We started this technique with the goals of resolving problems and writing papers on specific topics. We did not intend to study this technique directly, and we have limited evaluation to assessing results. PFR was presented in workshop format at a national meeting (AAP, 2011) with positive reviews and uniformly favorable comments from participants. Although problem-resolution and the resulting publications were our original goals, ultimately, we also developed an enriching learning community, with increased opportunities for collaboration and productivity. Lave and Wenger describe a concept of “situated learning,” where practitioners learn through informal interactions, where knowledge-gaps are identified and solutions are developed by the social group (20).
Further study of structured reflection as a faculty development tactic is necessary (21). This may include evaluating both direct effects (i.e., resolution of a problem) and indirect effects, such as faculty vitality, morale, retention, and community functioning.
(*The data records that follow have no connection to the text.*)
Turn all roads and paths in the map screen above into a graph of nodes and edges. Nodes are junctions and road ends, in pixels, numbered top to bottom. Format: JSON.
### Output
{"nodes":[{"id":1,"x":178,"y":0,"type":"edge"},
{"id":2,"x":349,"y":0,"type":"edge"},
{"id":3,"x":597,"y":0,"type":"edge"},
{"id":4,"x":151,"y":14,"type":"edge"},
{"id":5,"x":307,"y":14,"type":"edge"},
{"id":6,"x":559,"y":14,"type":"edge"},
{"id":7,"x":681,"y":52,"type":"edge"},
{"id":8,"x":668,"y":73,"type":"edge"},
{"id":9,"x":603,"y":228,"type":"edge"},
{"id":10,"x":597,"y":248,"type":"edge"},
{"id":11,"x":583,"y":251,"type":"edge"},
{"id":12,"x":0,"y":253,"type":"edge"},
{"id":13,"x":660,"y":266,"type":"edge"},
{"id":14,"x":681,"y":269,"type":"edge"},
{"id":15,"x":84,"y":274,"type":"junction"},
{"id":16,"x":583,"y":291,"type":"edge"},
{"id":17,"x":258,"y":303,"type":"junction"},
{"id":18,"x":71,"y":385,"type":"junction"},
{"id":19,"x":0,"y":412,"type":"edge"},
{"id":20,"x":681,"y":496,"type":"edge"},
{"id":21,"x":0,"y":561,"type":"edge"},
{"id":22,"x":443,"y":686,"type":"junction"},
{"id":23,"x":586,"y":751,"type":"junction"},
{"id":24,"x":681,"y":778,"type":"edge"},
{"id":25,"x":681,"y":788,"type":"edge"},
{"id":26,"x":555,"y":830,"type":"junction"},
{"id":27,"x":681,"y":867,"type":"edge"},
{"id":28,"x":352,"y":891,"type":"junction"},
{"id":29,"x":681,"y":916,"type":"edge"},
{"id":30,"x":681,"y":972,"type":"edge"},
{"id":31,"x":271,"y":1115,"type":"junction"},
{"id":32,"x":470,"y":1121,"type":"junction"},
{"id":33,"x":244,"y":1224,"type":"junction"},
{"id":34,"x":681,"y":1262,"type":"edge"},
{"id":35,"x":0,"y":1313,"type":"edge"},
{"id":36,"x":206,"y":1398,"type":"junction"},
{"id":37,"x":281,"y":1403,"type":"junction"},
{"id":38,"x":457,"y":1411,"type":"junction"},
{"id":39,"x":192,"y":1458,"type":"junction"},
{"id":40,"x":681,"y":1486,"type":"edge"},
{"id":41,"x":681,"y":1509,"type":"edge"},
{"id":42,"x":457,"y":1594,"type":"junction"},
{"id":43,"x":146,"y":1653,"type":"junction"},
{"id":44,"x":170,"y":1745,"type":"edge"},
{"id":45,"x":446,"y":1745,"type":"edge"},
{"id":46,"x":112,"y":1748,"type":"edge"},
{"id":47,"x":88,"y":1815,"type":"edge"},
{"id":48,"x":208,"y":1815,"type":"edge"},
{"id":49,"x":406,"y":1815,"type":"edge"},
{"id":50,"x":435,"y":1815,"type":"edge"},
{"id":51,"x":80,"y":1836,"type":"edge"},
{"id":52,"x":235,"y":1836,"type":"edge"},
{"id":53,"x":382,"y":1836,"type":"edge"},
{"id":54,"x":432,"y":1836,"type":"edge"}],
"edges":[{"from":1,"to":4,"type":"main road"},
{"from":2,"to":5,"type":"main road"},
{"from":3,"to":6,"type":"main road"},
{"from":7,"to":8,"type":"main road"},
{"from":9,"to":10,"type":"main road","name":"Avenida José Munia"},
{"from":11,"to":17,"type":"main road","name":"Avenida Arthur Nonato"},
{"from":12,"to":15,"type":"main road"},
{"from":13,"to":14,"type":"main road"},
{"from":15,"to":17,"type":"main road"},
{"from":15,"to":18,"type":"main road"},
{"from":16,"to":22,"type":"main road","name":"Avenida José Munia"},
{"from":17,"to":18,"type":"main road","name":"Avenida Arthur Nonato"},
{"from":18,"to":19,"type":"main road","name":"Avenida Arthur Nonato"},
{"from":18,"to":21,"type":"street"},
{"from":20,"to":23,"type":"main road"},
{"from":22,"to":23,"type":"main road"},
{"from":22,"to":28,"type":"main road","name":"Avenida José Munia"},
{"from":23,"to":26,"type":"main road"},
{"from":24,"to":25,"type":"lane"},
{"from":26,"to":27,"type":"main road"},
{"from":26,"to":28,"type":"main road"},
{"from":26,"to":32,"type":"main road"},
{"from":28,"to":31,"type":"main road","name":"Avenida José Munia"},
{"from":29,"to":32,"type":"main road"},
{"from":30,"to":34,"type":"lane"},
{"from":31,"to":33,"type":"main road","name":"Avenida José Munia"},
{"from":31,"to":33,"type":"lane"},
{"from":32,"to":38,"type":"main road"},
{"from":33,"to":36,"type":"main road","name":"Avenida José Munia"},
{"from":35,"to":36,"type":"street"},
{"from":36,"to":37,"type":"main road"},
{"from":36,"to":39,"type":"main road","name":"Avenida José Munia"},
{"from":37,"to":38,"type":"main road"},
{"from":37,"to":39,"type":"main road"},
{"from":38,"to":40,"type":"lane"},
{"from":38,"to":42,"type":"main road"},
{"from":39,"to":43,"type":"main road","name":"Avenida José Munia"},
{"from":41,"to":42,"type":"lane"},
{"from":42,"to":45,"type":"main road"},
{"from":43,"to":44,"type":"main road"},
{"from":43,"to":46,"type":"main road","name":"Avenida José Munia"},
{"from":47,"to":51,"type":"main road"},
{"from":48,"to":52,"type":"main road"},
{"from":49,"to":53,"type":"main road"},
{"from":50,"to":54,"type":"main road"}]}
This is a portable technique that could be utilized in other institutions. Pros: low cost, morale-building, lifelong learning skills. Cons: safe environment required; the need to be voluntary; and the fact that group dynamics or competitiveness may impede its productivity.
PFR is a tool that can be used to grapple with complex problems. Faculty development can be enhanced by developing scholarly projects and also by developing a rich learning community with colleagues.